● What is required:
The expected response is the full listing, retyped exactly, without its images.

BEGIN

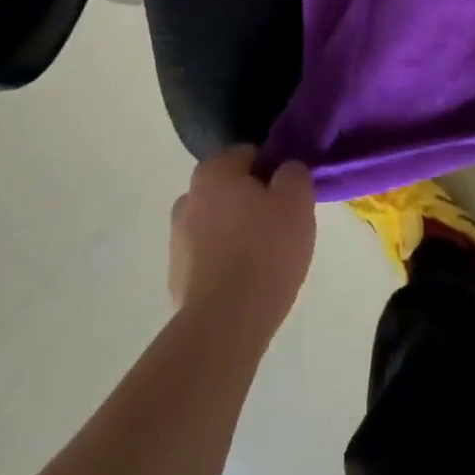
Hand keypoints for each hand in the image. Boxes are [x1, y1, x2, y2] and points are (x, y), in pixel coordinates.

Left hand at [169, 147, 315, 345]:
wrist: (226, 321)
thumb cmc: (265, 249)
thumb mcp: (297, 200)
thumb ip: (294, 173)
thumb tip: (285, 170)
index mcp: (212, 172)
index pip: (249, 154)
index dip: (274, 169)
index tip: (291, 193)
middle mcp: (187, 198)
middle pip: (231, 189)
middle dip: (254, 201)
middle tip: (283, 224)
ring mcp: (177, 240)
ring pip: (218, 223)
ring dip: (238, 232)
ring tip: (267, 258)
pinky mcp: (177, 277)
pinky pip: (210, 257)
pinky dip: (226, 262)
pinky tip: (248, 281)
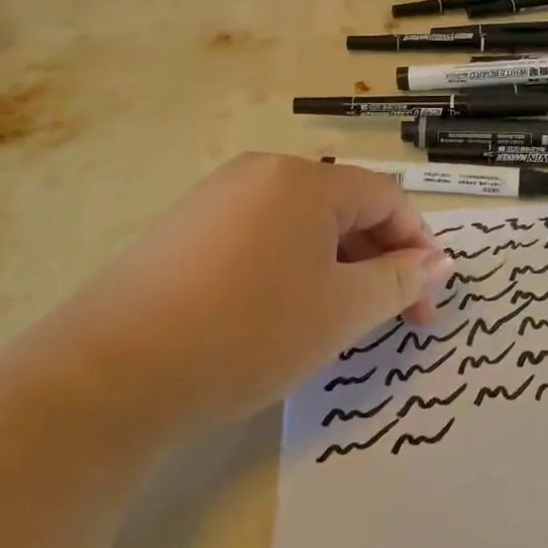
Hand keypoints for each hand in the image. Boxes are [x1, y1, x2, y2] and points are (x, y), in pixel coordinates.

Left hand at [41, 155, 453, 431]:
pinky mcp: (186, 230)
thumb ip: (400, 281)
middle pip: (345, 207)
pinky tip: (283, 313)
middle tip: (393, 317)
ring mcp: (218, 198)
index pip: (387, 198)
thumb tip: (439, 262)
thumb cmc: (247, 331)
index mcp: (306, 179)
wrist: (108, 374)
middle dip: (380, 260)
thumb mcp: (340, 311)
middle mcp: (263, 173)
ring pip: (303, 225)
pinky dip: (292, 268)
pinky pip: (262, 237)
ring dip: (338, 266)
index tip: (430, 301)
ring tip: (340, 320)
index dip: (418, 245)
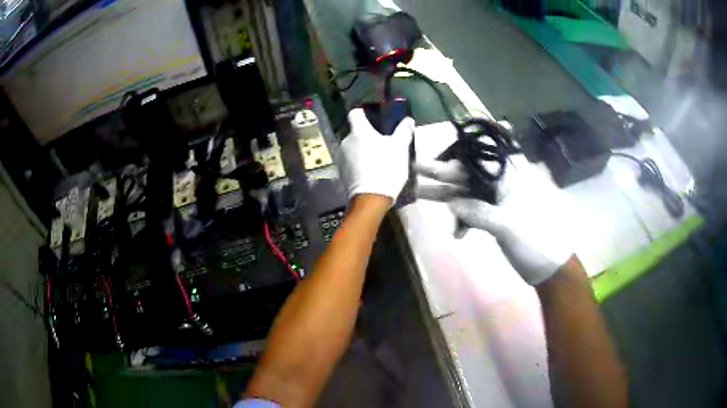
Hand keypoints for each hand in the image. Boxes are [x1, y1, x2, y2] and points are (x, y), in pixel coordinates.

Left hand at [340, 109, 414, 203]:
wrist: (371, 198)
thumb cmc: (386, 167)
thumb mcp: (400, 148)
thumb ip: (403, 131)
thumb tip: (408, 120)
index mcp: (359, 131)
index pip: (355, 114)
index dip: (363, 114)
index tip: (373, 119)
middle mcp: (346, 142)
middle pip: (355, 133)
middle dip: (366, 136)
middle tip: (382, 143)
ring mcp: (341, 158)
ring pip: (352, 148)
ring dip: (362, 151)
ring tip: (377, 160)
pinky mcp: (342, 173)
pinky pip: (351, 162)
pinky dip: (359, 163)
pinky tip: (370, 172)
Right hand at [416, 155, 573, 285]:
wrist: (548, 268)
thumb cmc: (535, 241)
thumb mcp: (507, 226)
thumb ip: (478, 212)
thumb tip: (451, 202)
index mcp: (511, 177)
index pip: (482, 157)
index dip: (459, 152)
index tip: (437, 150)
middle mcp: (502, 184)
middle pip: (469, 173)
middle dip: (444, 173)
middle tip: (417, 167)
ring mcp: (497, 200)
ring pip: (468, 192)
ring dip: (446, 195)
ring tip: (417, 192)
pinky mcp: (493, 216)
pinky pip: (472, 211)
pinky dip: (462, 219)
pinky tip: (456, 232)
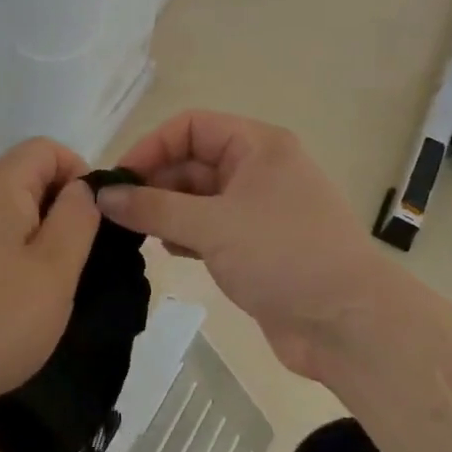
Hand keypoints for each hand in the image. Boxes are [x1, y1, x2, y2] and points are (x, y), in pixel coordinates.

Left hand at [0, 138, 101, 428]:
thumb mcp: (56, 267)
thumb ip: (78, 217)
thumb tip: (82, 189)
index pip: (47, 149)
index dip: (80, 174)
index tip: (96, 222)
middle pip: (30, 177)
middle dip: (64, 208)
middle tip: (83, 257)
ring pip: (15, 212)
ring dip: (45, 237)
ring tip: (58, 282)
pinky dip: (20, 256)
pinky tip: (27, 297)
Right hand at [96, 111, 387, 380]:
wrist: (349, 324)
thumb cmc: (283, 256)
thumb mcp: (212, 225)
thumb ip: (153, 207)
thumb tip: (102, 196)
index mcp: (257, 146)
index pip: (190, 127)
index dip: (151, 147)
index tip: (117, 180)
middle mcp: (258, 169)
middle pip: (192, 162)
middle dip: (155, 183)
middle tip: (117, 213)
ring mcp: (259, 209)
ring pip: (198, 198)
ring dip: (167, 211)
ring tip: (136, 234)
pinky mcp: (257, 246)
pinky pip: (210, 228)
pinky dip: (185, 235)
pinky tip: (168, 252)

END

● Task solution:
Hand keypoints for each hand in the image. Boxes are [x1, y1, x2, y2] and points are (x, y), in pixel coordinates.

Left hand at [169, 147, 315, 345]:
wrist: (226, 321)
thumb cmc: (265, 249)
thumb mcp: (297, 200)
thumb ip: (294, 173)
thumb tip: (285, 170)
index mcp: (212, 172)
index pip: (249, 154)
index dip: (274, 169)
index tip: (291, 193)
middle mcp: (187, 198)
middle pip: (231, 189)
middle dip: (254, 201)
middle tip: (283, 224)
ring mcp: (177, 240)
ring pip: (218, 223)
ring dip: (238, 232)
ring tip: (267, 258)
pinky mcp: (177, 277)
pinky pip: (210, 257)
pinky dip: (226, 262)
pinky tip: (248, 281)
Hand keypoints for each hand in the image. Boxes are [x1, y1, x2, y2] and points are (x, y), in pixel coordinates.

Left hand at [41, 155, 453, 431]:
pinky mcp: (186, 230)
thumb ip: (400, 281)
middle pip: (345, 207)
pinky tip: (283, 313)
middle tip: (393, 317)
ring mcp: (218, 198)
index pip: (387, 198)
thumb tip: (439, 262)
thumb cmc: (247, 331)
index mcp: (306, 179)
wrist: (108, 374)
middle dip: (380, 260)
thumb mcp: (340, 311)
middle mcp: (263, 173)
ring pip: (303, 225)
pinky dip: (292, 268)
pinky pip: (262, 237)
ring dip: (338, 266)
index tip: (430, 301)
ring tip: (340, 320)
index dip: (418, 245)
Hand keypoints for each hand in the image. Boxes are [x1, y1, x2, y2] and points are (x, y), in pixel coordinates.

Left hand at [340, 109, 414, 203]:
wrist: (371, 198)
thumb cmc: (386, 167)
thumb mcp: (400, 148)
thumb ip: (403, 131)
thumb tip: (408, 120)
index mcp: (359, 131)
index pip: (355, 114)
index dip: (363, 114)
index tip: (373, 119)
middle mcp: (346, 142)
middle pip: (355, 133)
middle dip: (366, 136)
middle tip: (382, 143)
ring mcp: (341, 158)
ring pip: (352, 148)
ring dip: (362, 151)
ring tip: (377, 160)
pinky mcp: (342, 173)
pinky pip: (351, 162)
pinky dip: (359, 163)
pinky tip: (370, 172)
Right hand at [416, 155, 573, 285]:
wrist: (548, 268)
thumb cmc: (535, 241)
thumb mcp: (507, 226)
thumb ip: (478, 212)
thumb tip: (451, 202)
index mcp: (511, 177)
index pip: (482, 157)
index dip: (459, 152)
index tip: (437, 150)
middle mcp: (502, 184)
middle pip: (469, 173)
middle dip: (444, 173)
middle tip: (417, 167)
ring mcp: (497, 200)
ring pip: (468, 192)
ring dip: (446, 195)
ring tip: (417, 192)
pinky mcp: (493, 216)
pinky pip: (472, 211)
pinky dip: (462, 219)
pinky tip: (456, 232)
Hand keypoints for each hand in the image. Boxes are [x1, y1, x2, y2] and points are (x, y), in pixel coordinates.

Left hand at [0, 138, 101, 428]:
thumb mcp: (56, 267)
thumb ip: (78, 217)
thumb tip: (82, 189)
index pip: (47, 149)
index dip: (80, 174)
index tip: (96, 222)
middle pip: (30, 177)
middle dip: (64, 208)
middle tip: (83, 257)
ring pip: (15, 212)
ring dip: (45, 237)
ring tip: (58, 282)
pinky dip: (20, 256)
pinky tip: (27, 297)
Right hand at [96, 111, 387, 380]:
wrist: (349, 324)
thumb cmc: (283, 256)
thumb mcp: (212, 225)
thumb ip: (153, 207)
thumb tip: (102, 196)
index mcp: (257, 146)
index pip: (190, 127)
index dip: (151, 147)
index tip: (117, 180)
middle mcp: (258, 169)
middle pip: (192, 162)
middle dip: (155, 183)
middle tip: (117, 213)
ring mcp: (259, 209)
ring pip: (198, 198)
ring dip: (167, 211)
ring tip: (136, 234)
pinky mcp: (257, 246)
pinky pip: (210, 228)
pinky dip: (185, 235)
pinky tip: (168, 252)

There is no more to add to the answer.